Rappelons que 64 % des couples vivant dans une famille recomposée sont des conjoints de fait, que 28 % des répondants disent que l’un d’entre eux aurait voulu se marier et l’autre pas, et que ces situations sont encore plus fréquentes au sein des familles recomposées fécondes (37 %)[118]. L’argument du libre choix, qui s’applique en droit privé mais pas au droit statutaire, et qui est constamment invoqué au soutien du statu quo commence à battre de l’aile. Si on ajoute à cela le fait que la Cour d’appel du Québec adopte une approche très restrictive de l’expression « tenir lieu de parent » et qu’elle est en cela suivie par la jurisprudence, le manque d’ouverture du droit québécois est incontestable.

Enfin, nous déplorons non seulement que le Comité consultatif sur le droit de la famille se soit rangé derrière l’interprétation restrictive prônée par la Cour d’appel, mais également le manque d’audace du législateur au moment de l’adoption du projet de loi 2. Tout comme le professeur Goubau[119], nous croyons que la réforme du droit de la famille aurait pu être l’occasion de réfléchir à la reconnaissance d’une forme de multiparentalité, voire de multiparenté, tout comme elle aurait pu être l’occasion de reconnaitre un véritable statut juridique en faveur des beaux-parents.

On ne peut que regretter que le législateur ait choisi de faire l’économie de cette réflexion. Ainsi, mis à part le droit au maintien des relations personnelles si les liens avec l’enfant sont jugés significatifs, la situation du beau-parent ne s’est guère améliorée et l’intérêt de l’enfant ne semble pas avoir été jugé suffisant pour venir à bout des réticences pour le moins persistantes du législateur québécois à l’égard de la multiparentalité.

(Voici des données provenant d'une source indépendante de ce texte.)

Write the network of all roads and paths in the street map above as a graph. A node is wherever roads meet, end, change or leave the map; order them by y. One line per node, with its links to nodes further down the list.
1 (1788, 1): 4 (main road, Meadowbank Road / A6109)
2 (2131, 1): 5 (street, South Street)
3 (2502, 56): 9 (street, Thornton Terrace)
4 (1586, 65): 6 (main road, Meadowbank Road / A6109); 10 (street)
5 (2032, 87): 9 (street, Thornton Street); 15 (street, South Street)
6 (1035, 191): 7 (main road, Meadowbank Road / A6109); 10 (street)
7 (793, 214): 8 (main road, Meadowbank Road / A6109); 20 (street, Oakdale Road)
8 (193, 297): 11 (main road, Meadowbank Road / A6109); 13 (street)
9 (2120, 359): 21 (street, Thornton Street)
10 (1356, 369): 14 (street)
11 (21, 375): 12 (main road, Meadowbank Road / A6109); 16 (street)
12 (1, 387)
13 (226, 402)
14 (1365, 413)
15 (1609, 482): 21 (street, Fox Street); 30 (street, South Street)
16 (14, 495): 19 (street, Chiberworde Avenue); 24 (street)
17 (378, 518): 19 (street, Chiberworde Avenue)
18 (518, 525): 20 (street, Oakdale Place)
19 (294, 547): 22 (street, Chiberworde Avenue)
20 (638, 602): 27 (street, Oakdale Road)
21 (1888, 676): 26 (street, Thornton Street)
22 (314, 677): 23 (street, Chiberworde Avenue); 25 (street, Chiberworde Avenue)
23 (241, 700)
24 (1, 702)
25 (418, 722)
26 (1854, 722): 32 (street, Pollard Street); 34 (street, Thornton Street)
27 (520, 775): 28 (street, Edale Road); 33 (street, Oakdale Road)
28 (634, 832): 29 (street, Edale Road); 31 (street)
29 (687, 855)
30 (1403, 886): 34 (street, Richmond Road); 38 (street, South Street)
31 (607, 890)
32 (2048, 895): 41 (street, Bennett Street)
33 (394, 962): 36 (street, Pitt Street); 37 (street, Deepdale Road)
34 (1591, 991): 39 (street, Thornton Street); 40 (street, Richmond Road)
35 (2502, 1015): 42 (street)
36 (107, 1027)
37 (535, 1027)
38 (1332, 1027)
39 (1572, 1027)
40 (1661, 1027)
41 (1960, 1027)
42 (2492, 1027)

Si le présent article permet d’enrichir les connaissances relativement au statut légal des beaux-parents par le recours à des données objectives concernant leur vécu, cet apport demeure toutefois incomplet et d’autres recherches devront encore être menées de sorte à continuer l’oeuvre importante que le professeur Goubau a poursuivie sur ce sujet tout au long de sa carrière.